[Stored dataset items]

┄┄┄┄┄┄┄┄┄┄

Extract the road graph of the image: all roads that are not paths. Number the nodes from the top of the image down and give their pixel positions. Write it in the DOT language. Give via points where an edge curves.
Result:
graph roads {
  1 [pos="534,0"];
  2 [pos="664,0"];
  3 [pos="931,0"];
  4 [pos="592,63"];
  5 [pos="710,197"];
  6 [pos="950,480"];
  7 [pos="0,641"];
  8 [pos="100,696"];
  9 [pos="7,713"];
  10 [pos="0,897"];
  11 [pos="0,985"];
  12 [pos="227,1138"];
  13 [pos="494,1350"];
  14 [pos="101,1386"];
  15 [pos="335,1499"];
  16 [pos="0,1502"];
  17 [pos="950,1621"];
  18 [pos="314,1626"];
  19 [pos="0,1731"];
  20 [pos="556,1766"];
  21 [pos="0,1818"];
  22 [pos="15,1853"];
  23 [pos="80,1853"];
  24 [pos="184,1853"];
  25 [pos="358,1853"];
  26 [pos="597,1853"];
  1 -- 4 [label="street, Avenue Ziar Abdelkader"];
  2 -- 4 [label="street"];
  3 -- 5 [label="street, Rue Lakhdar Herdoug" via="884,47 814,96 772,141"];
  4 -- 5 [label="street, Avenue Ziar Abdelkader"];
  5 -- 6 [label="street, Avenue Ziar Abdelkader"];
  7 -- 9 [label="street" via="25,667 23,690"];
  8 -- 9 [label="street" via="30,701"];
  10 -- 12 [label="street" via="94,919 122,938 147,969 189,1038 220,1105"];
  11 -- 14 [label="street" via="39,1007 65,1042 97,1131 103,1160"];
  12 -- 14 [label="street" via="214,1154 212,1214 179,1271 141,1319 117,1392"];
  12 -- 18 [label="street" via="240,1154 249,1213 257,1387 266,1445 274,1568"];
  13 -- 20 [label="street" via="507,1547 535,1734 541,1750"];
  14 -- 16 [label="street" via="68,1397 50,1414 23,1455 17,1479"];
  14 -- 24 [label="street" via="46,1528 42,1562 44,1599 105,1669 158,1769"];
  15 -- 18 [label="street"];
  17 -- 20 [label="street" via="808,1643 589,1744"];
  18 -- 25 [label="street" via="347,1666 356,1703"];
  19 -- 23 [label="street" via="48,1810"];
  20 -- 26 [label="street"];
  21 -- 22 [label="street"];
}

┄┄┄┄┄┄┄┄┄┄

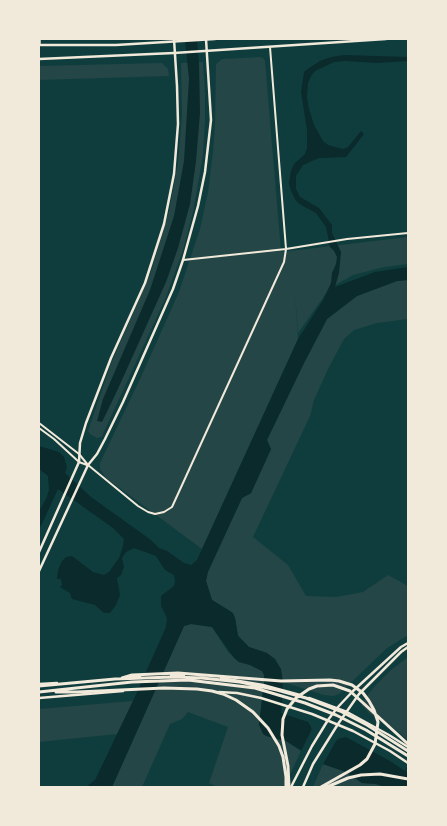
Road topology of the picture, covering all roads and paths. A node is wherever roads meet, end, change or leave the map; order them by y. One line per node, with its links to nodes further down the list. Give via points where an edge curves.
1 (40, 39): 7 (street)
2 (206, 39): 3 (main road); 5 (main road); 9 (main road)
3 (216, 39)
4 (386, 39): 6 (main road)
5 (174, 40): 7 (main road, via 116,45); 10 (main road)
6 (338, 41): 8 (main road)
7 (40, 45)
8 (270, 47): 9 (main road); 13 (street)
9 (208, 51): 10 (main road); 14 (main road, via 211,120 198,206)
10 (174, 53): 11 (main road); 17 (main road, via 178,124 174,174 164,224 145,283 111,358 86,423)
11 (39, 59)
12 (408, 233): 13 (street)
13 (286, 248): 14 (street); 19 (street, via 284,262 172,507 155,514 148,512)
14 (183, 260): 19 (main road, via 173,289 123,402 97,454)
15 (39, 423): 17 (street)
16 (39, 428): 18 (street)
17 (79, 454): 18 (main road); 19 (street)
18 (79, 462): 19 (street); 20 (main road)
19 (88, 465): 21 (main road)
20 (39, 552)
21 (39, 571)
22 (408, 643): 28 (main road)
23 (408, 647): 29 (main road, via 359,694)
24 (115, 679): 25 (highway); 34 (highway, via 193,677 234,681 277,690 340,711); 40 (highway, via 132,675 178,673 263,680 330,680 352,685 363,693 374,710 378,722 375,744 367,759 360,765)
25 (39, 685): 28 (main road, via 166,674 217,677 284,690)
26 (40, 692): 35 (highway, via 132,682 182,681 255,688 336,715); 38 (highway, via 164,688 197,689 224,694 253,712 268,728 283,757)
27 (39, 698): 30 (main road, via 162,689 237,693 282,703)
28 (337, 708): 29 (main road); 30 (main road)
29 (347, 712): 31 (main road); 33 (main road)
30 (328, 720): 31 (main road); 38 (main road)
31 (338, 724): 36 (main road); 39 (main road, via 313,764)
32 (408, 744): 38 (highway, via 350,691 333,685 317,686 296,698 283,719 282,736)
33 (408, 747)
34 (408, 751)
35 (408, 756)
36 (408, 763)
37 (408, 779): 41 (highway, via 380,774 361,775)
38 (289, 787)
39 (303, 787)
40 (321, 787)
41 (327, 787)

┄┄┄┄┄┄┄┄┄┄

● WORK INSTRUCTION: Search the entries above for lines containing the word "Abdelkader", and copy each one.

● SOLUTION TO THIS EXERCISE:
  1 -- 4 [label="street, Avenue Ziar Abdelkader"];
  4 -- 5 [label="street, Avenue Ziar Abdelkader"];
  5 -- 6 [label="street, Avenue Ziar Abdelkader"];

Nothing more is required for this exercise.